¿Te Sirve Tu Coeficiente Emocional Para Emprender?

Publicado por el 22/03/2018. Categoría: Blog

“La emoción es más potente que la razón”.

Joseph LeDoux

 Bella frase, ¿verdad? Seguro te imaginas que es salida de la pluma de algún poeta. Pues no: Joseph LeDoux fue un neurólogo estadounidense que estudio el campo de las emociones.

Un compatriota suyo, Daniel Goleman, fue quien acuñó en 1995 el término “coeficiente emocional”, en relación al coeficiente de inteligencia o coeficiente intelectual. Este coeficiente emocional tiene el 80% del peso en el desarrollo exitoso de cualquier actividad humana.

Intelecto vs Emociones

Cómo emprendedores, es necesario entender por qué nuestras emociones son un factor determinante para el éxito de nuestro negocio, especialmente en el ámbito de la gastronomía. Ya no es nuevo para nosotros afirmar que un emprendedor se caracteriza por un estado de ánimo siempre positivo y listo para enfrentar las dificultades en el camino a convertir su sueño en realidad, a lo que se une una firme e inquebrantable determinación.

Un empresario tiene que ser una persona inteligente y preparada, y de eso no hay dudas. Pero también para eso debe saber controlar sus emociones y canalizarlas de la forma correcta. Mientras más inteligentes somos en lo emocional, más inteligentes también nos volvemos en lo intelectual.

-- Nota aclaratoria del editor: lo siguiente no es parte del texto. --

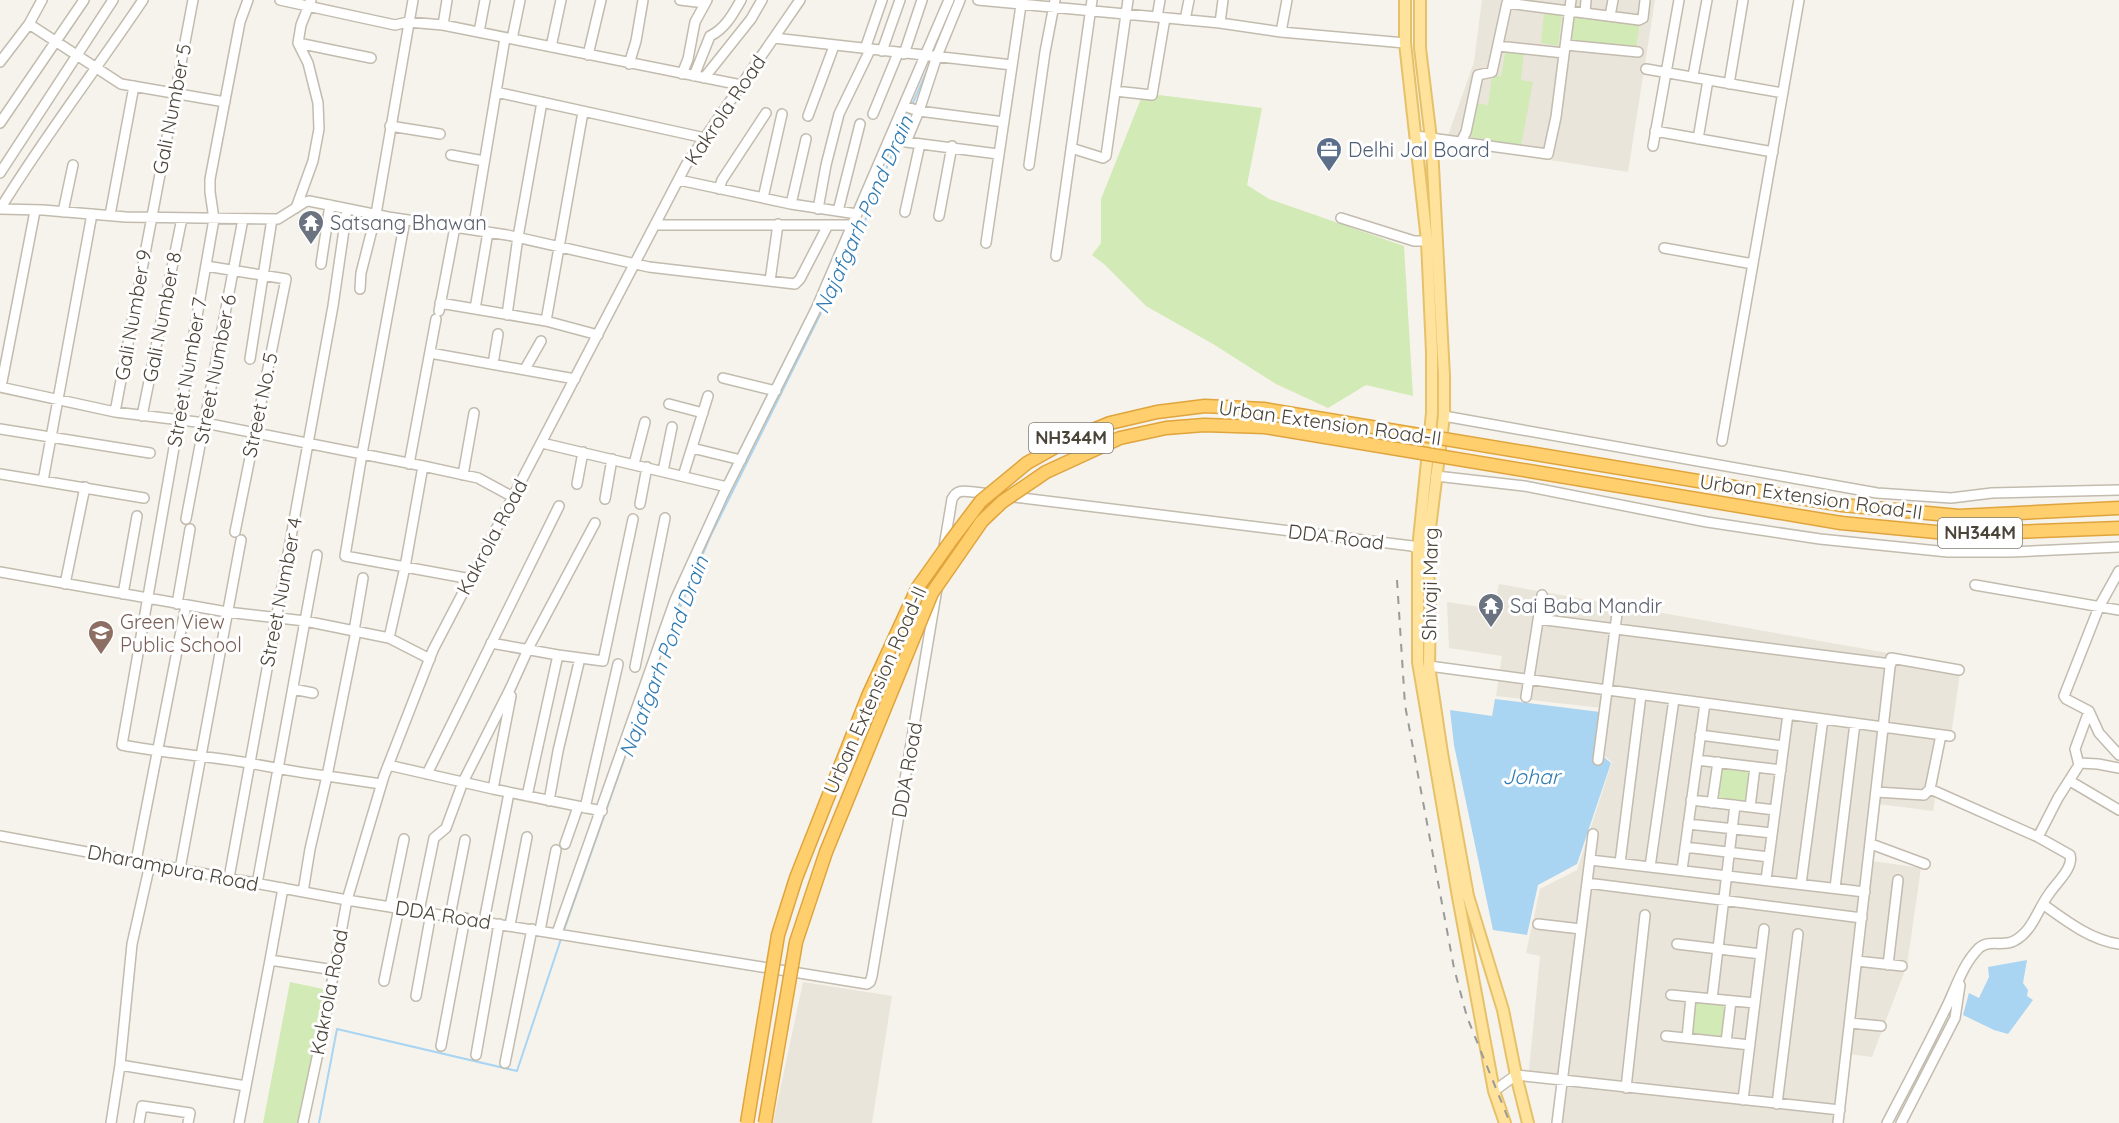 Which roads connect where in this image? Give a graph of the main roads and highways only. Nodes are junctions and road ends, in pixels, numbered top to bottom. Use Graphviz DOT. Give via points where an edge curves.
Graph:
graph roads {
  1 [pos="1405,0"];
  2 [pos="1420,0"];
  3 [pos="2119,508"];
  4 [pos="2119,528"];
  5 [pos="747,1123"];
  6 [pos="765,1123"];
  7 [pos="1505,1123"];
  8 [pos="1528,1123"];
  1 -- 7 [label="main road, Shivaji Marg" via="1405,42 1427,241 1432,413 1416,548 1418,662 1494,1091"];
  2 -- 8 [label="main road, Shivaji Marg" via="1420,48 1431,138 1442,304 1444,416 1427,552 1429,666 1468,896 1503,1010"];
  3 -- 5 [label="highway, Urban Extension Road-II / NH344M, bridge" via="1959,516 1842,505 1264,409 1205,406 1157,412 1110,423 1066,441 1028,463 981,501 918,587 868,696 796,878 781,926"];
  4 -- 6 [label="highway, Urban Extension Road-II / NH344M, bridge" via="1957,534 1841,523 1265,427 1204,424 1120,438 1046,472 1002,502 982,521 932,593 826,852 796,942"];
} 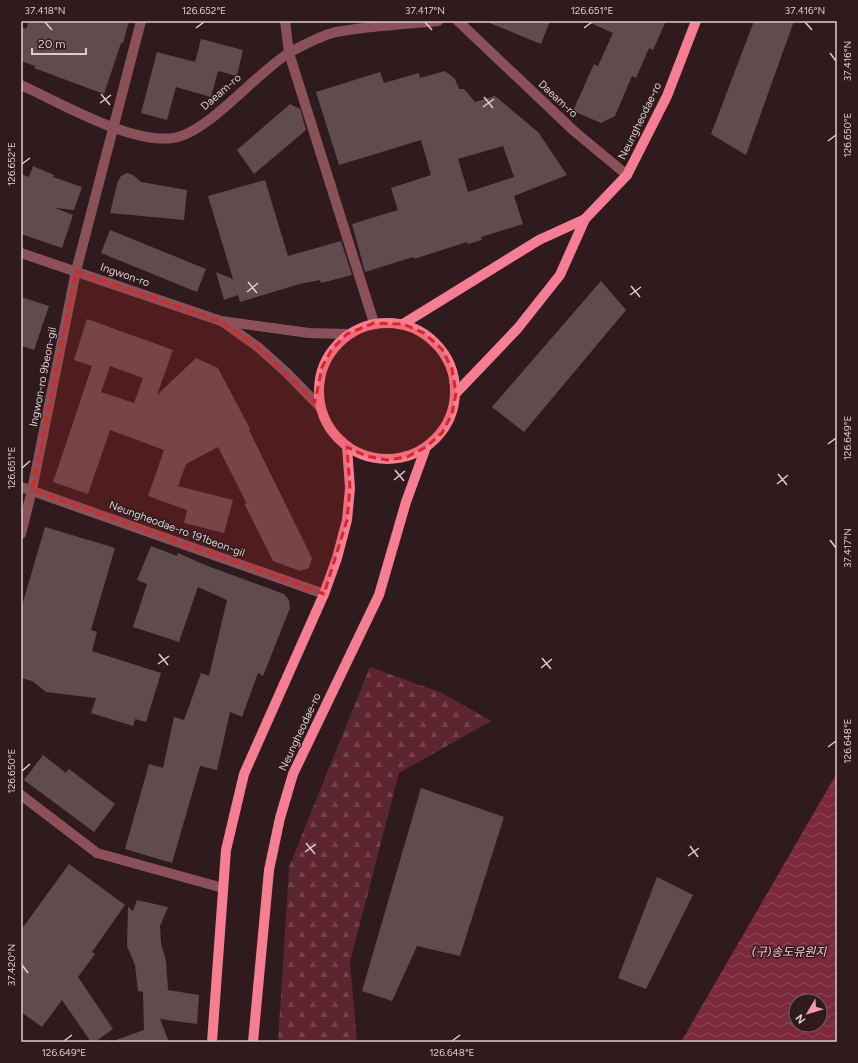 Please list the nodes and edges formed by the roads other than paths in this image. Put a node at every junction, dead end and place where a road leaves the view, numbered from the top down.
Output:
1 (141, 21) edge
2 (285, 21) edge
3 (438, 21) edge
4 (458, 21) edge
5 (696, 21) edge
6 (289, 53) junction
7 (21, 85) edge
8 (112, 127) junction
9 (627, 176) junction
10 (585, 219) junction
11 (21, 254) edge
12 (76, 271) junction
13 (221, 321) junction
14 (374, 323) junction
15 (403, 324) junction
16 (347, 334) junction
17 (456, 393) junction
18 (320, 407) junction
19 (347, 447) junction
20 (426, 447) junction
21 (21, 487) edge
22 (32, 490) junction
23 (21, 534) edge
24 (324, 594) junction
25 (21, 795) edge
26 (223, 888) junction
27 (212, 1042) edge
28 (252, 1042) edge

1 - 8 street, Ingwon-ro 9beon-gil
2 - 6 street
3 - 6 street, Daeam-ro
4 - 9 street, Daeam-ro
5 - 9 main road, Neungheodae-ro
6 - 8 street, Daeam-ro
6 - 14 street
7 - 8 street, Daeam-ro
8 - 12 street, Ingwon-ro 9beon-gil
9 - 10 main road, Neungheodae-ro
10 - 15 main road, Neungheodae-ro
10 - 17 main road, Neungheodae-ro
11 - 12 street, Ingwon-ro
12 - 13 street, Ingwon-ro
12 - 22 street, Ingwon-ro 9beon-gil
13 - 16 street
13 - 18 street
14 - 15 main road
14 - 16 main road
15 - 17 main road
16 - 18 main road
17 - 20 main road
18 - 19 main road
19 - 20 main road
19 - 24 main road
20 - 28 main road, Neungheodae-ro
21 - 22 street, Neungheodae-ro 191beon-gil
22 - 23 street, Ingwon-ro 9beon-gil
22 - 24 street, Neungheodae-ro 191beon-gil
24 - 26 main road
25 - 26 street
26 - 27 main road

Esto parecería una paradoja, pero no lo es en lo absoluto. Una persona deprimida o con un bloqueo emocional no está en condiciones de aprender. Por otra parte, una gran preparación de nada sirve sin la capacidad de relacionarse socialmente con un equipo de trabajo y poner estos conocimientos en función del éxito de un emprendimiento.

Lo que realmente importa

Las habilidades técnicas e intelectuales que posea un individuo son inútiles si este no tiene la capacidad de conocerse y sentirse bien consigo mismo. Y esto no siempre va aparejado con el coeficiente intelectual de la persona.

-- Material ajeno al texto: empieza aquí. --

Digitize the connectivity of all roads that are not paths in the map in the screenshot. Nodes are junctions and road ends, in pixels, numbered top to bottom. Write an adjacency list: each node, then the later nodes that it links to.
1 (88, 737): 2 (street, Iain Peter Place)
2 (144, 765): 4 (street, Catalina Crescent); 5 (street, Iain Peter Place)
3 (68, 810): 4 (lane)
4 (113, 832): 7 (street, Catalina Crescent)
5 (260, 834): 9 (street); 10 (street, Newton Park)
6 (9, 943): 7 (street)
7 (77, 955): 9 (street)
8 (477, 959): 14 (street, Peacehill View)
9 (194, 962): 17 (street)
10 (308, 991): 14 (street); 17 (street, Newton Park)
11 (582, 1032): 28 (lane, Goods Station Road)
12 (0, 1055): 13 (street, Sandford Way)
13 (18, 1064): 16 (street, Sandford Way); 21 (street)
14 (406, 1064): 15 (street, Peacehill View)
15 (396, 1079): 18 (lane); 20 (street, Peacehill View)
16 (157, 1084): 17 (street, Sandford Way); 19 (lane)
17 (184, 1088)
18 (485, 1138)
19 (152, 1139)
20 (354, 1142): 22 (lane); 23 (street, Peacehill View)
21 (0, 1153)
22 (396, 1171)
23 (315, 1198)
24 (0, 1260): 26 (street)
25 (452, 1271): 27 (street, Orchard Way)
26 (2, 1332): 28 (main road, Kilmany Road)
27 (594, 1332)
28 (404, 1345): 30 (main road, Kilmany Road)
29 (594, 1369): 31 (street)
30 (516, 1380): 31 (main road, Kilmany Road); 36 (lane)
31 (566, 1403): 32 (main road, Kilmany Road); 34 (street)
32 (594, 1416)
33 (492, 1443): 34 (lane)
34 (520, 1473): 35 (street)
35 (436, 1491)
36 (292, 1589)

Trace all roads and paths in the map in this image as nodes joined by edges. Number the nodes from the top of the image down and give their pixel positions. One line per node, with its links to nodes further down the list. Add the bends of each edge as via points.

Seguro recuerdas del tiempo de escuela a aquel niño de una inteligencia superior, pero que, no obstante a sus conocimientos, no tenía las habilidades sociales para encajar en el grupo. Obvio que esa diferencia lo alienaba de los demás y por ello no podía relacionarse de forma correcta con sus compañeros, lo cual terminaba siendo un círculo vicioso que le hacía más y más infeliz.

Importa cuánto sepas, pero también gestionar tus propias emociones de la forma adecuada. Hay que añadirle a ello la imperiosa necesidad de tener una autoestima alta y mantener buenas relaciones sociales. Estos son los factores clave que te permiten disfrutar de una vida emocional sana y feliz, que incluye, por supuesto, tu carrera como emprendedor.

Comenzando por nosotros mismos

En la gastronomía, el trato e interacción con el cliente es una pieza vital para el éxito. Un emprendimiento gastronómico es tan exitoso como sea el número de comensales regulares que le den una ganancia fija, y esta fidelización no se logra si no se le trasmite al cliente un estado de felicidad durante su experiencia gastronómica.

No obstante, para poder conectar con los demás, es necesario primero encontrar un mínimo de sosiego interno. Por ello, el requisito para llegar a controlar las emociones de los demás y dominar el arte de las relaciones consiste en el desarrollo de dos habilidades emocionales fundamentales: el autocontrol y la empatía. Que, por fortuna, son habilidades que pueden adquirirse.